┌─ SOURCE INFORMATION

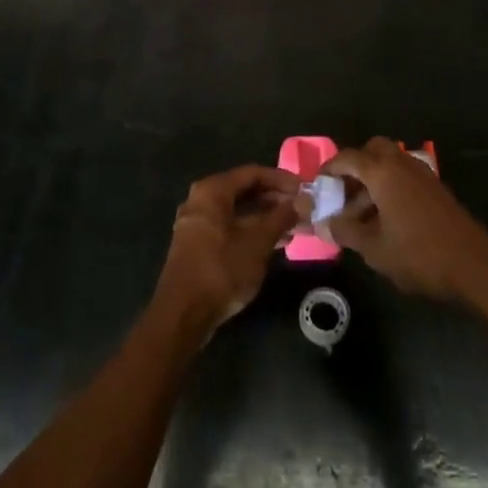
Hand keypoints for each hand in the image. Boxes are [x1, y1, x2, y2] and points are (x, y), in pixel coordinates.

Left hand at [154, 165, 300, 334]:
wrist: (183, 314)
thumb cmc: (222, 269)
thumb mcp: (258, 242)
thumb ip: (280, 218)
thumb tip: (302, 202)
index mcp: (212, 191)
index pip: (252, 173)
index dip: (281, 179)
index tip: (304, 189)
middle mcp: (200, 200)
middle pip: (243, 190)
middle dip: (274, 198)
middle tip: (301, 208)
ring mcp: (197, 223)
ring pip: (237, 211)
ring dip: (265, 216)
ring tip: (294, 225)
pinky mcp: (198, 244)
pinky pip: (230, 227)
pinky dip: (251, 230)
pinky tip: (275, 242)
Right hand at [325, 138, 487, 301]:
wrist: (475, 266)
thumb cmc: (419, 255)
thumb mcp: (374, 248)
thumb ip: (345, 231)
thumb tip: (322, 223)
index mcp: (383, 172)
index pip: (348, 158)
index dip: (329, 169)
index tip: (318, 185)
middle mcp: (402, 164)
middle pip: (373, 149)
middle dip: (354, 166)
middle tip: (343, 192)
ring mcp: (423, 175)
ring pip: (390, 163)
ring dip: (372, 179)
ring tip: (361, 213)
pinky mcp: (436, 189)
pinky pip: (405, 176)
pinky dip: (390, 187)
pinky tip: (386, 218)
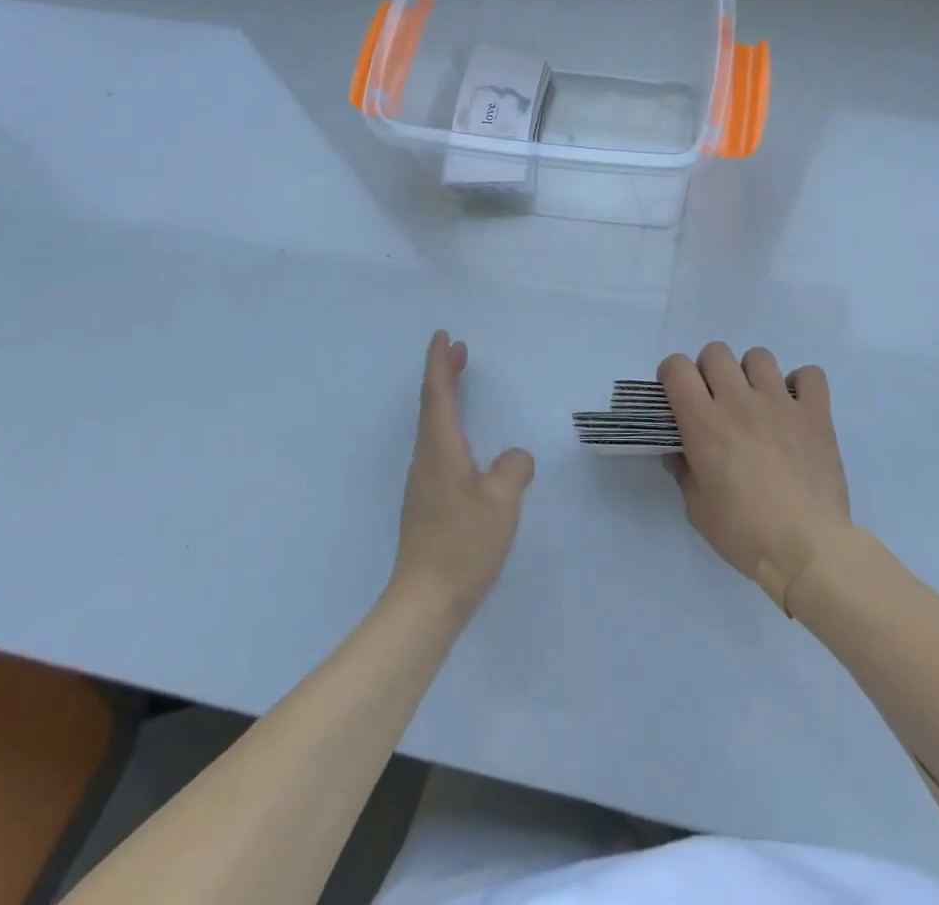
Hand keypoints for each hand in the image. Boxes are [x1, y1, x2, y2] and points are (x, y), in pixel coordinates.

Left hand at [390, 331, 534, 619]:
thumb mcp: (501, 502)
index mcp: (441, 450)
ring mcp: (424, 481)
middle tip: (459, 350)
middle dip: (443, 374)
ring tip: (461, 384)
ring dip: (445, 398)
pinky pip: (438, 446)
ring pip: (433, 426)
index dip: (439, 363)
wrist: (425, 601)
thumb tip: (515, 457)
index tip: (443, 336)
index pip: (436, 395)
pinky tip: (465, 441)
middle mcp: (426, 459)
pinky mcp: (428, 501)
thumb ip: (513, 469)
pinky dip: (449, 425)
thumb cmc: (463, 544)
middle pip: (431, 405)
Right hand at [660, 342, 852, 612]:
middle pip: (716, 352)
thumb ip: (684, 472)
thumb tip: (679, 452)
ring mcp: (781, 403)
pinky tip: (796, 407)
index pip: (677, 367)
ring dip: (752, 374)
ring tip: (757, 402)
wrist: (808, 549)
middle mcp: (739, 402)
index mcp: (704, 423)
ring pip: (759, 356)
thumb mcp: (697, 510)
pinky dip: (801, 385)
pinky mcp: (815, 414)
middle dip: (709, 370)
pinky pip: (810, 375)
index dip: (672, 374)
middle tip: (716, 400)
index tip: (677, 395)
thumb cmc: (745, 533)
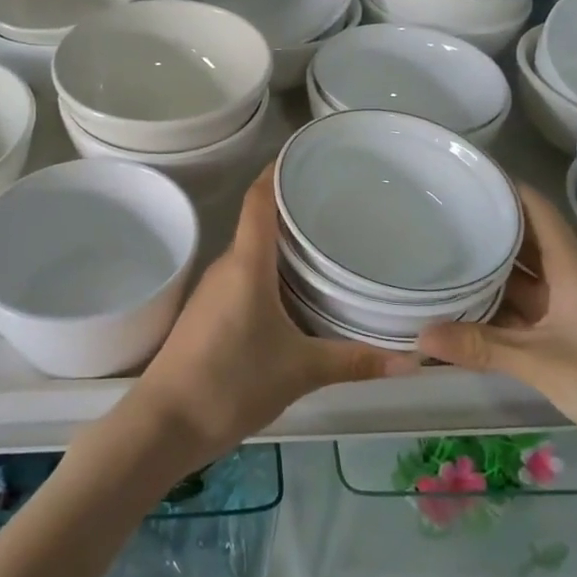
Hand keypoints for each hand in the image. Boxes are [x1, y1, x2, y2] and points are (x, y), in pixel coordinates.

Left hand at [130, 163, 415, 460]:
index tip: (310, 152)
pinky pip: (246, 277)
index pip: (260, 197)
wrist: (164, 424)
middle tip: (341, 203)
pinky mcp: (209, 313)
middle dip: (296, 208)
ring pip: (254, 252)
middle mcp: (227, 265)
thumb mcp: (300, 371)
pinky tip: (298, 291)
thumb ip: (353, 361)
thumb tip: (411, 361)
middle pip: (261, 222)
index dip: (279, 168)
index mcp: (246, 262)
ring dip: (285, 244)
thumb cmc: (231, 382)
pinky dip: (272, 272)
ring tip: (328, 242)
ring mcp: (214, 289)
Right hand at [417, 183, 576, 474]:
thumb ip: (482, 347)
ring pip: (523, 275)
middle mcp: (570, 277)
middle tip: (434, 214)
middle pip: (524, 238)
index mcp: (571, 266)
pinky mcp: (570, 333)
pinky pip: (526, 307)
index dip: (502, 186)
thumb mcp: (544, 363)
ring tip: (439, 253)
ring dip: (488, 267)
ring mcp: (570, 306)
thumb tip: (420, 334)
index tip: (461, 175)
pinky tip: (465, 306)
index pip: (535, 207)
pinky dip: (497, 304)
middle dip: (485, 225)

└─

### ACTION ITEM
With pictures omitted, repeat the entries above word for word from the line holding "pinky dip: (801, 385)" down to the line holding "thumb ip: (353, 361)", keeping both of those lines.

### ANSWER TO THE PROBLEM
pinky dip: (801, 385)
pinky mcp: (815, 414)
middle dip: (709, 370)
pinky pip: (810, 375)
index dip: (672, 374)
middle tip: (716, 400)
index tip: (677, 395)
thumb cmc: (745, 533)
Hand keypoints for each hand in the image. Boxes are [x1, y1, x2, y2] and points are (x, y), in pixel coordinates.

Left hand at [130, 163, 415, 460]:
index tip: (310, 152)
pinky pip: (246, 277)
index pip: (260, 197)
wrist: (164, 424)
middle tip: (341, 203)
pinky mcp: (209, 313)
middle dip: (296, 208)
ring pip: (254, 252)
middle mcp: (227, 265)
thumb mcp: (300, 371)
pinky tip: (298, 291)
thumb ip: (353, 361)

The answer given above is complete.